#### [Description of the task]
Nothing but the records, copied exactly and stripped of pictures, should be in the answer.

Stored data entries:
○ ○ ○

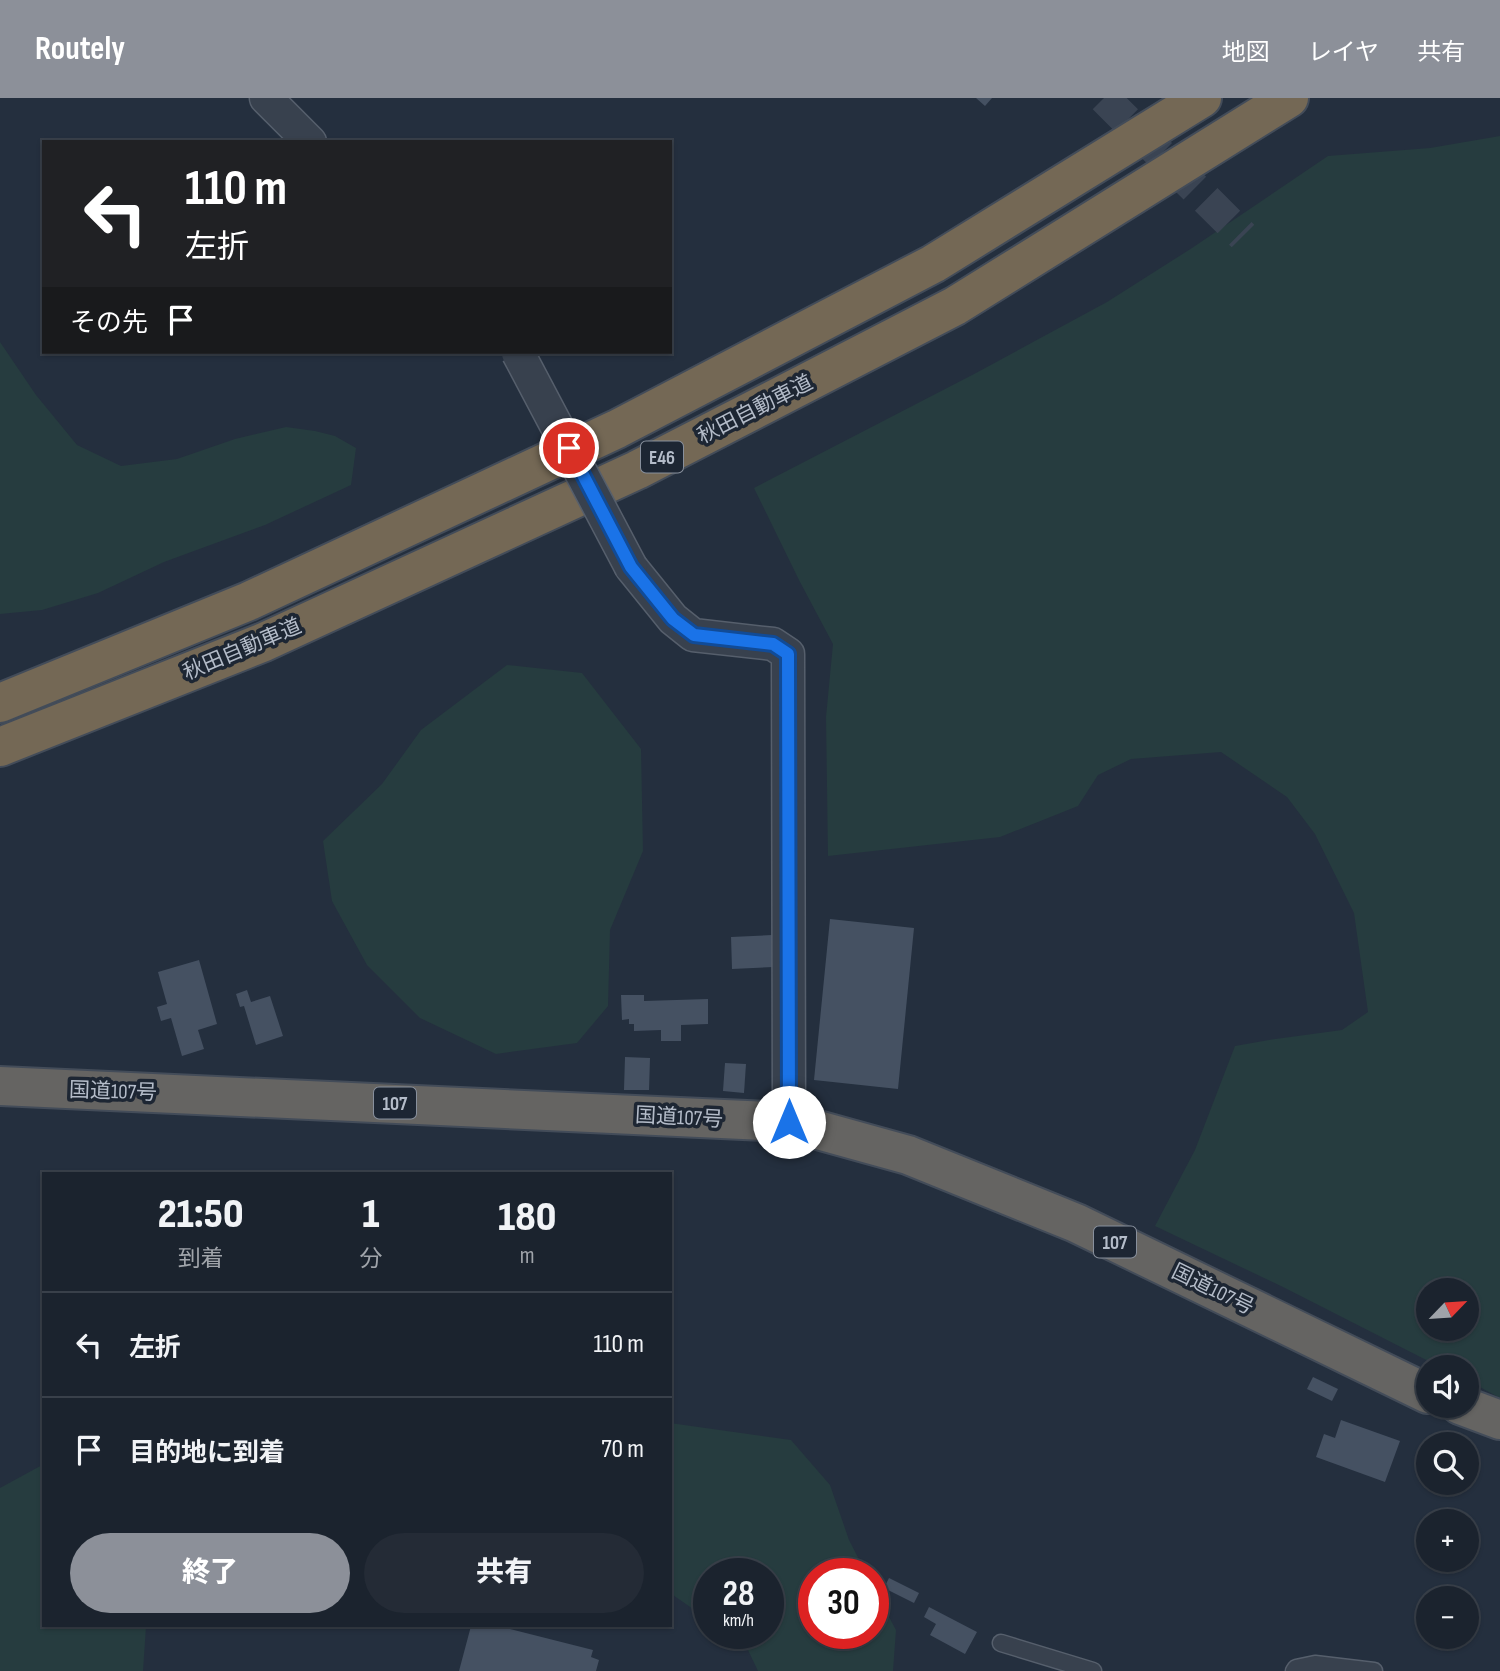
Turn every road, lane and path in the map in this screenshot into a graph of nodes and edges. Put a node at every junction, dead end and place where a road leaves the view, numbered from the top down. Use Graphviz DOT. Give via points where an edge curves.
graph roads {
  1 [pos="266,98"];
  2 [pos="1202,98"];
  3 [pos="1289,98"];
  4 [pos="308,140"];
  5 [pos="518,354"];
  6 [pos="0,703"];
  7 [pos="0,747"];
  8 [pos="0,1086"];
  9 [pos="789,1122"];
  10 [pos="1416,1388"];
  11 [pos="1479,1412"];
  12 [pos="1500,1420"];
  13 [pos="1001,1643"];
  14 [pos="1093,1671"];
  15 [pos="1294,1671"];
  16 [pos="1374,1671"];
  1 -- 4 [label="street"];
  2 -- 6 [label="highway, 秋田自動車道 / E46" via="933,264 617,429 248,601"];
  3 -- 7 [label="highway, 秋田自動車道 / E46" via="955,306 637,470 264,642"];
  5 -- 9 [label="street, bridge" via="631,567 673,619 694,635 773,644 788,654"];
  8 -- 9 [label="highway, 国道107号 / 107"];
  9 -- 10 [label="highway, 国道107号 / 107" via="908,1155 1076,1223"];
  11 -- 12 [label="highway"];
  13 -- 14 [label="lane"];
  15 -- 16 [label="lane" via="1315,1664"];
}
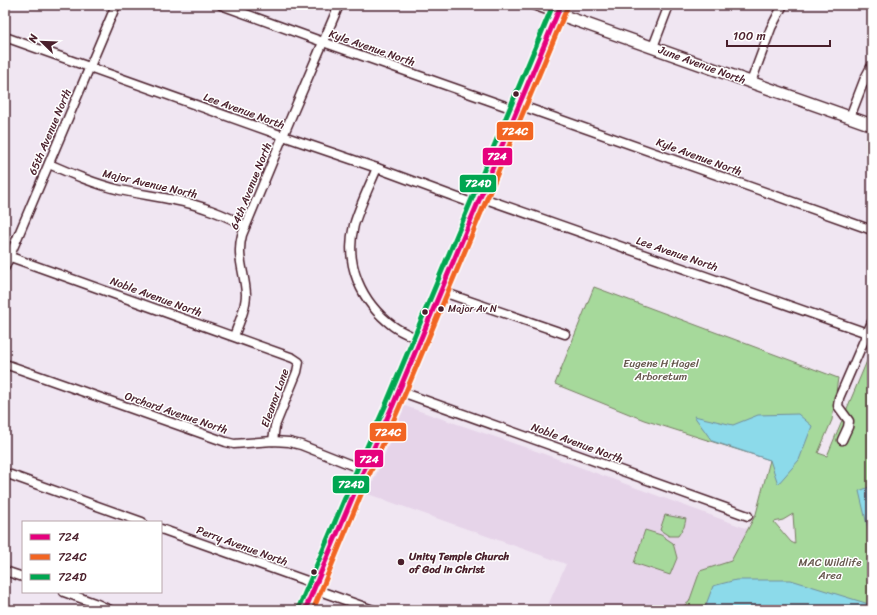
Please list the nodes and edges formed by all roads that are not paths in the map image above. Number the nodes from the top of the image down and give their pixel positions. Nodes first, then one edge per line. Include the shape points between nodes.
1 (116, 5) edge
2 (221, 5) edge
3 (338, 5) edge
4 (533, 5) edge
5 (669, 5) edge
6 (783, 5) edge
7 (559, 9) edge
8 (5, 37) edge
9 (323, 42) junction
10 (654, 47) junction
11 (872, 65) edge
12 (90, 66) junction
13 (751, 82) junction
14 (518, 107) junction
15 (850, 117) junction
16 (872, 125) edge
17 (283, 136) junction
18 (49, 164) junction
19 (377, 168) junction
20 (479, 201) junction
21 (245, 226) junction
22 (872, 230) edge
23 (7, 255) edge
24 (5, 267) edge
25 (440, 291) junction
26 (872, 322) edge
27 (867, 333) junction
28 (566, 334) dead end
29 (234, 336) junction
30 (420, 340) junction
31 (299, 362) joint
32 (5, 364) edge
33 (399, 391) junction
34 (842, 440) dead end
35 (273, 442) junction
36 (364, 470) junction
37 (5, 473) edge
38 (748, 516) dead end
39 (139, 521) edge
40 (162, 529) edge
41 (5, 571) edge
42 (22, 577) edge
43 (315, 586) junction
44 (67, 593) edge
45 (110, 610) edge
46 (305, 610) edge
47 (373, 610) edge

1 - 12 street, 65th Avenue North
2 - 9 street, Kyle Avenue North
3 - 9 street, 64th Avenue North
4 - 7 street, June Avenue North
5 - 10 street
6 - 13 street via 771,28
7 - 10 street, June Avenue North
7 - 14 street
8 - 12 street, Lee Avenue North
9 - 14 street, Kyle Avenue North via 508,107
9 - 17 street, 64th Avenue North
10 - 13 street, June Avenue North
11 - 15 street
12 - 17 street, Lee Avenue North
12 - 18 street, 65th Avenue North
13 - 15 street, June Avenue North
14 - 20 street
14 - 22 street, Kyle Avenue North
15 - 16 street, June Avenue North
17 - 19 street, Lee Avenue North
17 - 21 street, 64th Avenue North
18 - 21 street, Major Avenue North via 94,183 175,200
18 - 23 street, 65th Avenue North
19 - 20 street, Lee Avenue North
19 - 30 street via 354,225 352,258 355,275 362,290 382,317
20 - 25 street
20 - 27 street, Lee Avenue North
21 - 29 street, 64th Avenue North via 240,253 246,296
23 - 24 street, 65th Avenue North
23 - 29 street, Noble Avenue North
25 - 28 street
25 - 30 street
26 - 27 street
27 - 34 street via 838,398 838,406 849,422
29 - 31 street, Noble Avenue North
30 - 33 street
31 - 35 street, Eleanor Lane via 275,426
32 - 35 street, Orchard Avenue North via 226,442
33 - 36 street
33 - 38 street, Noble Avenue North
35 - 36 street, Orchard Avenue North via 301,445
36 - 43 street
37 - 39 street
40 - 43 street, Perry Avenue North
41 - 42 street
43 - 46 street
43 - 47 street, Perry Avenue North
44 - 45 street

○ ○ ○

#### [Result]
Turn every road, lane and path in the map in this screenshot into a graph of nodes and edges. Put a node at every junction, dead end and place where a road leaves the view, numbered from the top down. Use Graphviz DOT. Give via points where an edge curves.
graph roads {
  1 [pos="266,98"];
  2 [pos="1202,98"];
  3 [pos="1289,98"];
  4 [pos="308,140"];
  5 [pos="518,354"];
  6 [pos="0,703"];
  7 [pos="0,747"];
  8 [pos="0,1086"];
  9 [pos="789,1122"];
  10 [pos="1416,1388"];
  11 [pos="1479,1412"];
  12 [pos="1500,1420"];
  13 [pos="1001,1643"];
  14 [pos="1093,1671"];
  15 [pos="1294,1671"];
  16 [pos="1374,1671"];
  1 -- 4 [label="street"];
  2 -- 6 [label="highway, 秋田自動車道 / E46" via="933,264 617,429 248,601"];
  3 -- 7 [label="highway, 秋田自動車道 / E46" via="955,306 637,470 264,642"];
  5 -- 9 [label="street, bridge" via="631,567 673,619 694,635 773,644 788,654"];
  8 -- 9 [label="highway, 国道107号 / 107"];
  9 -- 10 [label="highway, 国道107号 / 107" via="908,1155 1076,1223"];
  11 -- 12 [label="highway"];
  13 -- 14 [label="lane"];
  15 -- 16 [label="lane" via="1315,1664"];
}
Please list the nodes and edges formed by all roads that are not paths in the map image above. Number the nodes from the top of the image down and give their pixel positions. Nodes first, then one edge per line. Include the shape points between nodes.
1 (116, 5) edge
2 (221, 5) edge
3 (338, 5) edge
4 (533, 5) edge
5 (669, 5) edge
6 (783, 5) edge
7 (559, 9) edge
8 (5, 37) edge
9 (323, 42) junction
10 (654, 47) junction
11 (872, 65) edge
12 (90, 66) junction
13 (751, 82) junction
14 (518, 107) junction
15 (850, 117) junction
16 (872, 125) edge
17 (283, 136) junction
18 (49, 164) junction
19 (377, 168) junction
20 (479, 201) junction
21 (245, 226) junction
22 (872, 230) edge
23 (7, 255) edge
24 (5, 267) edge
25 (440, 291) junction
26 (872, 322) edge
27 (867, 333) junction
28 (566, 334) dead end
29 (234, 336) junction
30 (420, 340) junction
31 (299, 362) joint
32 (5, 364) edge
33 (399, 391) junction
34 (842, 440) dead end
35 (273, 442) junction
36 (364, 470) junction
37 (5, 473) edge
38 (748, 516) dead end
39 (139, 521) edge
40 (162, 529) edge
41 (5, 571) edge
42 (22, 577) edge
43 (315, 586) junction
44 (67, 593) edge
45 (110, 610) edge
46 (305, 610) edge
47 (373, 610) edge

1 - 12 street, 65th Avenue North
2 - 9 street, Kyle Avenue North
3 - 9 street, 64th Avenue North
4 - 7 street, June Avenue North
5 - 10 street
6 - 13 street via 771,28
7 - 10 street, June Avenue North
7 - 14 street
8 - 12 street, Lee Avenue North
9 - 14 street, Kyle Avenue North via 508,107
9 - 17 street, 64th Avenue North
10 - 13 street, June Avenue North
11 - 15 street
12 - 17 street, Lee Avenue North
12 - 18 street, 65th Avenue North
13 - 15 street, June Avenue North
14 - 20 street
14 - 22 street, Kyle Avenue North
15 - 16 street, June Avenue North
17 - 19 street, Lee Avenue North
17 - 21 street, 64th Avenue North
18 - 21 street, Major Avenue North via 94,183 175,200
18 - 23 street, 65th Avenue North
19 - 20 street, Lee Avenue North
19 - 30 street via 354,225 352,258 355,275 362,290 382,317
20 - 25 street
20 - 27 street, Lee Avenue North
21 - 29 street, 64th Avenue North via 240,253 246,296
23 - 24 street, 65th Avenue North
23 - 29 street, Noble Avenue North
25 - 28 street
25 - 30 street
26 - 27 street
27 - 34 street via 838,398 838,406 849,422
29 - 31 street, Noble Avenue North
30 - 33 street
31 - 35 street, Eleanor Lane via 275,426
32 - 35 street, Orchard Avenue North via 226,442
33 - 36 street
33 - 38 street, Noble Avenue North
35 - 36 street, Orchard Avenue North via 301,445
36 - 43 street
37 - 39 street
40 - 43 street, Perry Avenue North
41 - 42 street
43 - 46 street
43 - 47 street, Perry Avenue North
44 - 45 street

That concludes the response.